| Task description |
Below this line is the material. Write out only its lines from the one containing "index dip: (919, 731)" through the one containing "middle tip: (1132, 773)", both kept, exactly.

-- Provided entries follows --

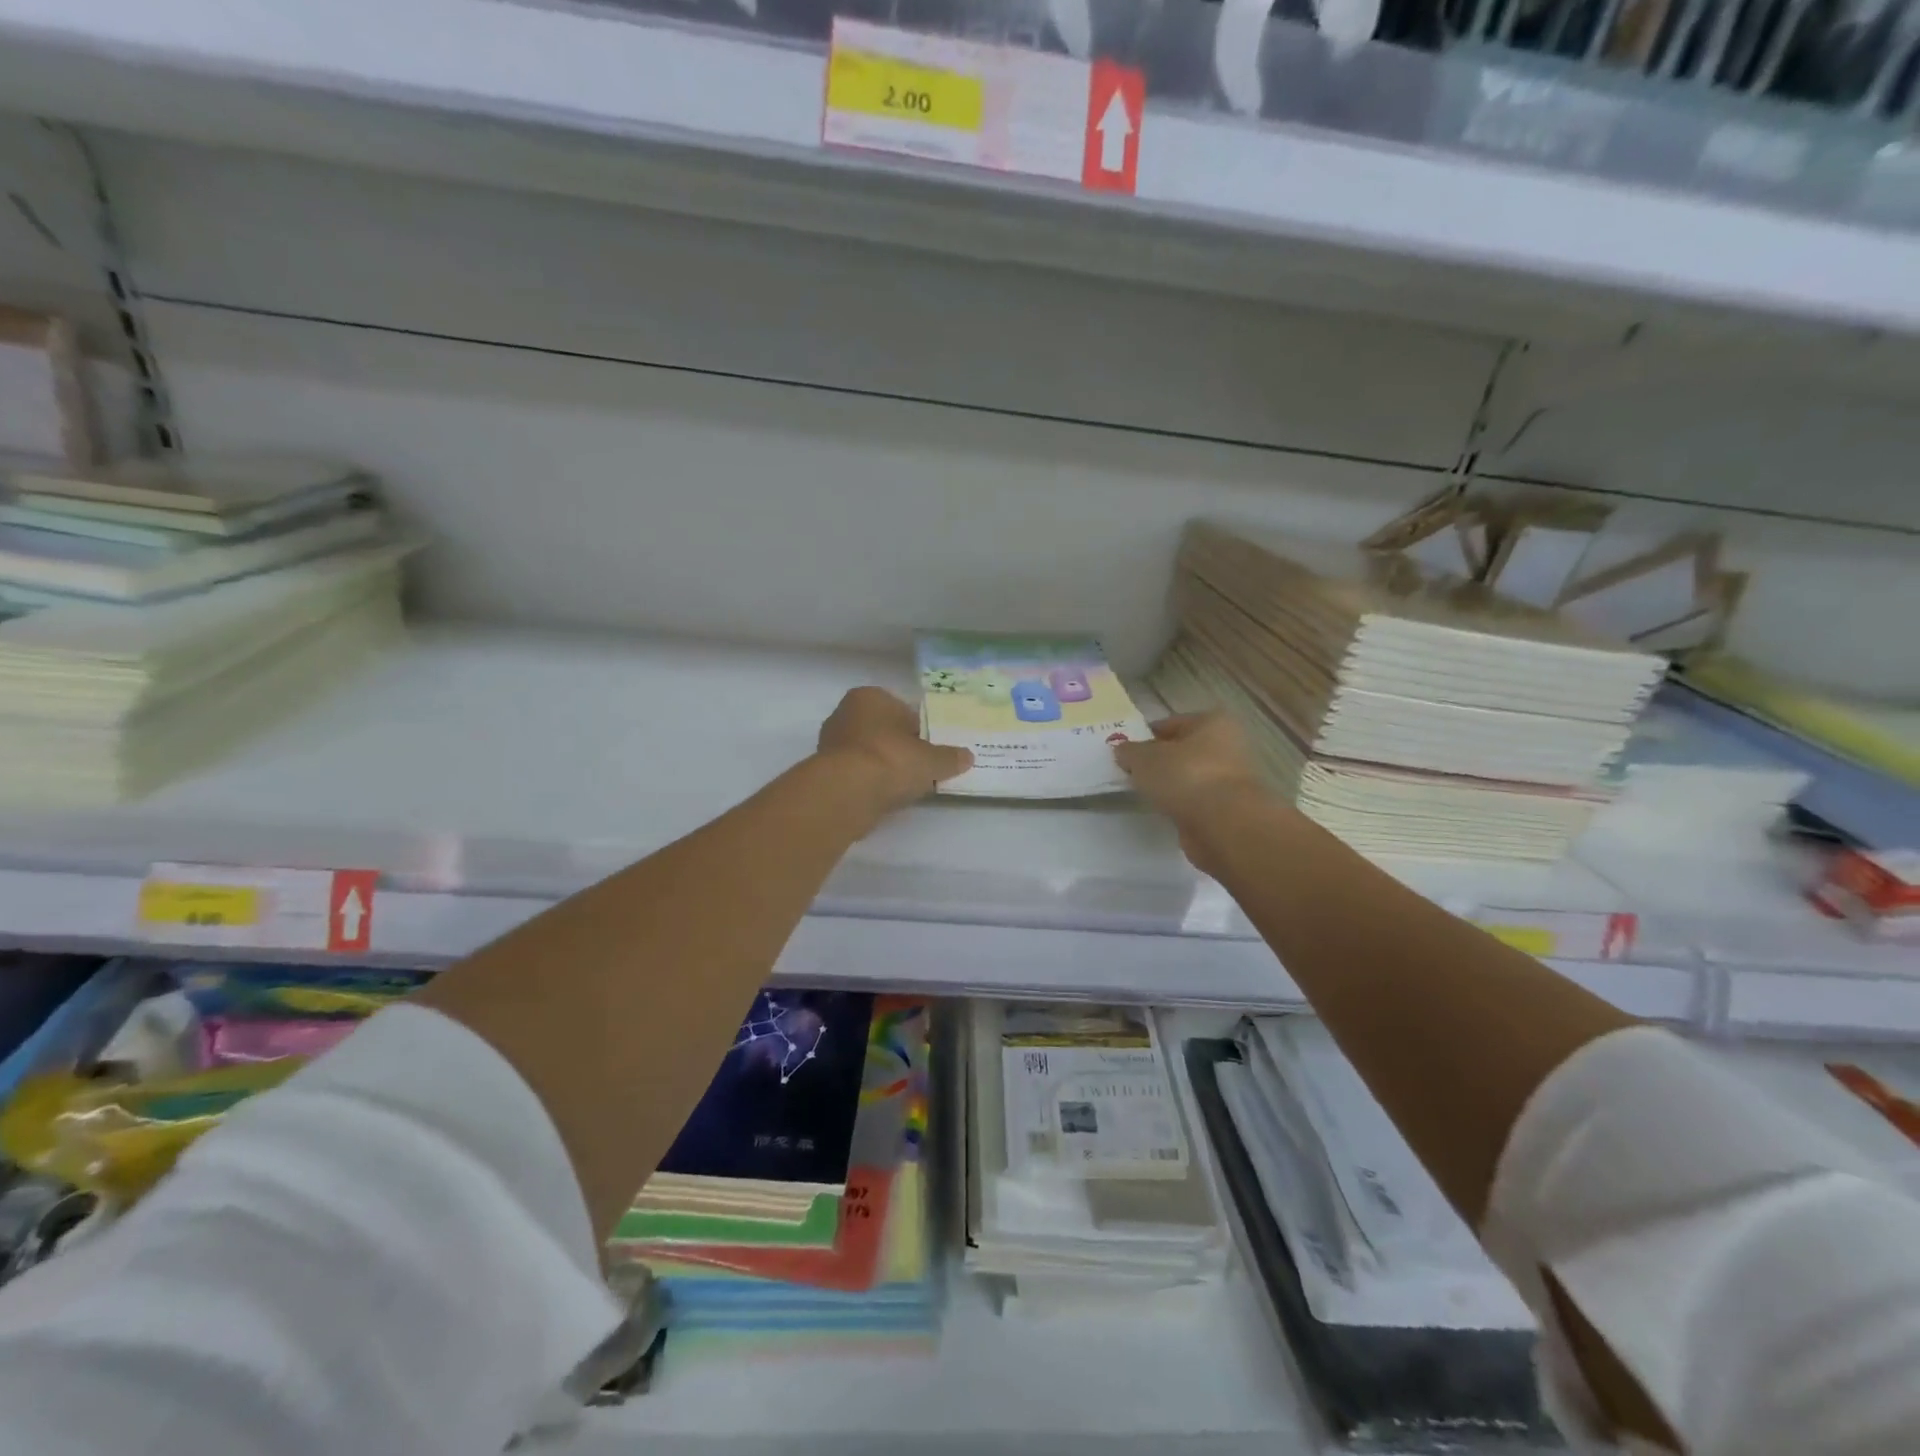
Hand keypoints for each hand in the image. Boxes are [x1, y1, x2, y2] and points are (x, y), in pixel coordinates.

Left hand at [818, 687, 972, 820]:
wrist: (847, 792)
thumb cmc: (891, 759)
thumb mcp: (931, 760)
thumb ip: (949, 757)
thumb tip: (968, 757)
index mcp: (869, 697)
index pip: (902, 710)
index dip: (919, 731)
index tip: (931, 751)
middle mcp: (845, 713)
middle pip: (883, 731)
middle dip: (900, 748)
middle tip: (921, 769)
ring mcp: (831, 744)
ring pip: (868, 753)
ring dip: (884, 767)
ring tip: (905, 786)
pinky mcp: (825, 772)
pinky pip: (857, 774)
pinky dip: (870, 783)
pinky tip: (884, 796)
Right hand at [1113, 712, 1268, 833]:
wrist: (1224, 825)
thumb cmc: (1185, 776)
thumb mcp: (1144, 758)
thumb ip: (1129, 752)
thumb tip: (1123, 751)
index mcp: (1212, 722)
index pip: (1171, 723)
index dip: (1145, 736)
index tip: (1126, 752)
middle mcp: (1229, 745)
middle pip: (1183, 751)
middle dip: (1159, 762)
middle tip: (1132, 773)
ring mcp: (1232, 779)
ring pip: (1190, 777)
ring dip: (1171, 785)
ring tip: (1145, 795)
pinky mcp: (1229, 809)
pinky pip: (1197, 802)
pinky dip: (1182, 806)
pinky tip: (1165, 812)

-- Provided entries concluded --
-- Provided entries follows --

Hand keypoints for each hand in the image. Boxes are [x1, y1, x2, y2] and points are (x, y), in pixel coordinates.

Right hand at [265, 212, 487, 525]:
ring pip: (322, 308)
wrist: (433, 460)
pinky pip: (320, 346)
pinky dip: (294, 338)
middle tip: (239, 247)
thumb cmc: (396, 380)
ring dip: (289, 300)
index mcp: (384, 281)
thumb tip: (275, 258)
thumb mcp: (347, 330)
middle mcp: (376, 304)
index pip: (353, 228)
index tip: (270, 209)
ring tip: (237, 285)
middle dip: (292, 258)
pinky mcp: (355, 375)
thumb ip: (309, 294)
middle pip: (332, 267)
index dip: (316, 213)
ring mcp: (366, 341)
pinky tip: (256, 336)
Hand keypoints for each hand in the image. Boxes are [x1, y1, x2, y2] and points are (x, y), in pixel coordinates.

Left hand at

-- Provided entries concluded --

| Response to this task |
index dip: (919, 731)
index tip: (931, 751)
middle mcp: (845, 713)
middle pip: (883, 731)
middle dip: (900, 748)
middle tip: (921, 769)
ring mcp: (831, 744)
ring pip: (868, 753)
ring dip: (884, 767)
ring tip: (905, 786)
pinky mcp: (825, 772)
pinky pip: (857, 774)
pinky dip: (870, 783)
pinky tip: (884, 796)
Right hand at [1113, 712, 1268, 833]:
wrist: (1224, 825)
thumb cmc: (1185, 776)
thumb mcp: (1144, 758)
thumb ip: (1129, 752)
thumb tip: (1123, 751)
index mcp: (1212, 722)
index pip: (1171, 723)
index dip: (1145, 736)
index tip: (1126, 752)
middle mcp: (1229, 745)
middle pip: (1183, 751)
middle dip: (1159, 762)
middle tip: (1132, 773)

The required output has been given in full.